▶ Your task:
Search the material below for the string "Side". Return every line that holds it.

▶ Data under study:
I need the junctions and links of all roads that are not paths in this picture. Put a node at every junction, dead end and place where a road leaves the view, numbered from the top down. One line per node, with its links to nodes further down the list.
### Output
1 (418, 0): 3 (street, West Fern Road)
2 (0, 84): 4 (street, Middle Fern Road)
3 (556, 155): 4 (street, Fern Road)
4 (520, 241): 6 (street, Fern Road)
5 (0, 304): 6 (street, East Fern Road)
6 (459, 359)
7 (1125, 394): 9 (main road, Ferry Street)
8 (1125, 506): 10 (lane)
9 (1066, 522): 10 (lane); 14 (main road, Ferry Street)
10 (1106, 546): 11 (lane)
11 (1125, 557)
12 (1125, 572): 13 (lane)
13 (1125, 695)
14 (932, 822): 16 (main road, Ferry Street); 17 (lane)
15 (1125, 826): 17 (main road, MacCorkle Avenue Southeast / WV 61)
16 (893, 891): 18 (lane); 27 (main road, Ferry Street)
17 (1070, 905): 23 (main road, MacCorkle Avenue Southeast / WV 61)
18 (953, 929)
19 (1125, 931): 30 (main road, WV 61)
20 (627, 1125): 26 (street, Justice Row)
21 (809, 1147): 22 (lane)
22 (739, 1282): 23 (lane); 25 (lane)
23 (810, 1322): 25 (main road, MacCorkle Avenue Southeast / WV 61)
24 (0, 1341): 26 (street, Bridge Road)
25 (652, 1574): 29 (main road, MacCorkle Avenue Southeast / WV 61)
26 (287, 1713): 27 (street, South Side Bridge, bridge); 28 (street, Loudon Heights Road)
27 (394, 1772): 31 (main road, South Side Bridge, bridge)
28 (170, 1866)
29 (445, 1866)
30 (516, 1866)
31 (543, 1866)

▶ Answer to the problem:
26 (287, 1713): 27 (street, South Side Bridge, bridge); 28 (street, Loudon Heights Road)
27 (394, 1772): 31 (main road, South Side Bridge, bridge)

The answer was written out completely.